Washington (April 23, 2020) – Senator Edward J. Markey (D-Mass.) and Congresswoman Nanette Diaz Barragán (CA-44) today called on the Federal Reserve not to acquiesce to the fossil fuel industry’s pleas to change the Main Street Lending Program, which is designed to provide loans to small- and medium-sized businesses that were in good financial standing before the coronavirus pandemic hit. Fossil fuel companies have asked that the Federal Reserve change the terms of this lending program to allow its loans to be used to pay off pre-existing debts, and to allow those repayments to take place before paying back the Federal Reserve. The fossil fuel industry has been taking on massive amounts of debt for years, driving away other major financial institutional backers and underperforming in the stock market. The industry also contributes to the expensive and existential global threat of climate change, another factor that underpins the lawmakers’ opposition to efforts to change the loan program.
“During the federal response to this unprecedented crisis, we urge you to deploy the Federal Reserve’s resources in a way that protects taxpayer interests and avoids the bailout of an industry that has been struggling under its own short-sighted financial decisions for years,” write the lawmakers in their letter. “We must protect workers and communities affected by the oversupply of fossil fuels and the resulting downturn in oil and gas prices, but we can do that without carving out special rules for loans to fossil fuel corporations. We strongly urge you to resist the fossil fuel industry’s calls for privileged treatment and maintain the existing terms of the Main Street Lending Program.”

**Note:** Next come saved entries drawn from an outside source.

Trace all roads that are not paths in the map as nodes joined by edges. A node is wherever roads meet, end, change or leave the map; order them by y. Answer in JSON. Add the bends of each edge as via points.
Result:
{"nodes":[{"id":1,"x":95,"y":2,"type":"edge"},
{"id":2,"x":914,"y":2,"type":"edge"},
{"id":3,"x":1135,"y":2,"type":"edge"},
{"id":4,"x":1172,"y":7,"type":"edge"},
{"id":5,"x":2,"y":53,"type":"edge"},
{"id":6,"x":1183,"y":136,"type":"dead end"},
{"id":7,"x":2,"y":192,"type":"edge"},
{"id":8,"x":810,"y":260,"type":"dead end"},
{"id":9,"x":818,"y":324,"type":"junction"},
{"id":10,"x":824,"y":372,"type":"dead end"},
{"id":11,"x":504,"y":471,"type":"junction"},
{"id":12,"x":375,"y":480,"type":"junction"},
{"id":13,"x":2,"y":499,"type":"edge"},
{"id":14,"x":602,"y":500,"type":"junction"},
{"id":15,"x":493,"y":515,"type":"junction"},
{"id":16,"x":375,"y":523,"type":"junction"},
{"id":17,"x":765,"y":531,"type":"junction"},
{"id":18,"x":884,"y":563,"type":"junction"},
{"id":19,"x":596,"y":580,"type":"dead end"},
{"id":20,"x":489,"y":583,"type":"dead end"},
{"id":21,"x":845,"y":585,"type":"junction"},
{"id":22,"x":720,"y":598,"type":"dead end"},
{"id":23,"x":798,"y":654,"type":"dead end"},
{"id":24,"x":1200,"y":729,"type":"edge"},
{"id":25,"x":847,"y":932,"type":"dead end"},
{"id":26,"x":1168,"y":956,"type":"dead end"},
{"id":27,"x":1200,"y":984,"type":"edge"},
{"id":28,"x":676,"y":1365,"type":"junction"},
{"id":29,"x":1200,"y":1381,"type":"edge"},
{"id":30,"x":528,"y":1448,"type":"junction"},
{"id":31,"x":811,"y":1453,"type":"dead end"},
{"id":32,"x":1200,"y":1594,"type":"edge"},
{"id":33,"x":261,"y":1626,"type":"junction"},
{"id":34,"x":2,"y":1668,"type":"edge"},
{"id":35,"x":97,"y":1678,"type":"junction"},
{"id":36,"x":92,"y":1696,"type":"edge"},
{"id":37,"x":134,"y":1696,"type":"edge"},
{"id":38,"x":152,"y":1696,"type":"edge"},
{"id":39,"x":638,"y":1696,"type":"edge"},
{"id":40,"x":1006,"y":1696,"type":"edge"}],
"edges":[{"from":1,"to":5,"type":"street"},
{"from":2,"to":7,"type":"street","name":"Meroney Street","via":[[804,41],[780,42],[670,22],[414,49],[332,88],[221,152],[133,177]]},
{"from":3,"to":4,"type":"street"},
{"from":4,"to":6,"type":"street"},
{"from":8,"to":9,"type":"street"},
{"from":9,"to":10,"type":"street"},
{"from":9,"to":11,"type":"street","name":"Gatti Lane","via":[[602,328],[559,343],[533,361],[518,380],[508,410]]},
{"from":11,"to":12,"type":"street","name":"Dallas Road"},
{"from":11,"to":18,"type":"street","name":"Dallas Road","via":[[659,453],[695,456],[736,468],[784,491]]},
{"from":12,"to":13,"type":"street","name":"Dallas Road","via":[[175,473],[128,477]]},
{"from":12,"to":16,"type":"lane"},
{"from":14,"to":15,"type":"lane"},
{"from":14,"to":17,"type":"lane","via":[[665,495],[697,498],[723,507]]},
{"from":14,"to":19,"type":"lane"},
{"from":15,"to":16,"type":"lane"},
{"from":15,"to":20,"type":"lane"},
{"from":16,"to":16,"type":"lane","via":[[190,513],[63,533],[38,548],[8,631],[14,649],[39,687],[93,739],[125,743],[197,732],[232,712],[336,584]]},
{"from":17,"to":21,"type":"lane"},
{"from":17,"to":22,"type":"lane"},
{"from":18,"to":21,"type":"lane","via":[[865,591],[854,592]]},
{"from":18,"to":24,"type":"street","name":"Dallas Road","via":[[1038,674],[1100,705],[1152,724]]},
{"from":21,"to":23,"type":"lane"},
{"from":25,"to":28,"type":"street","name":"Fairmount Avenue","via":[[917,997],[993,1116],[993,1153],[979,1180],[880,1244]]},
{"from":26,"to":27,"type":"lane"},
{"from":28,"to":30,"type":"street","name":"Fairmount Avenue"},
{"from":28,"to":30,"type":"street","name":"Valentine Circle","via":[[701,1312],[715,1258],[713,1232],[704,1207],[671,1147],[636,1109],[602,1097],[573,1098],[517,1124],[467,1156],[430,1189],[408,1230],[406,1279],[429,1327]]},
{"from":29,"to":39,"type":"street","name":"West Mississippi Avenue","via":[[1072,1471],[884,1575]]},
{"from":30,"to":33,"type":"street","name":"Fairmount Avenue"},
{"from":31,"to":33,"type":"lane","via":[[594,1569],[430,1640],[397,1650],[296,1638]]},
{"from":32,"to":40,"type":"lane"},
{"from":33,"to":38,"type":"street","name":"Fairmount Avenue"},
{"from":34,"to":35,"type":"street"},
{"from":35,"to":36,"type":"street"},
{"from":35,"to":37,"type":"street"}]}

A copy of the letter can be found HERE.
Last week Rep. Barragán, Senator Markey, and 39 of their House and Senate colleagues sent a letter to Treasury Secretary Steve Mnuchin and Federal Reserve System Chair Jerome Powell expressing their opposition to requests from the oil industry and coal industry to secure a bailout using financial resources from the Coronavirus Aid, Relief, and Economic Security Act.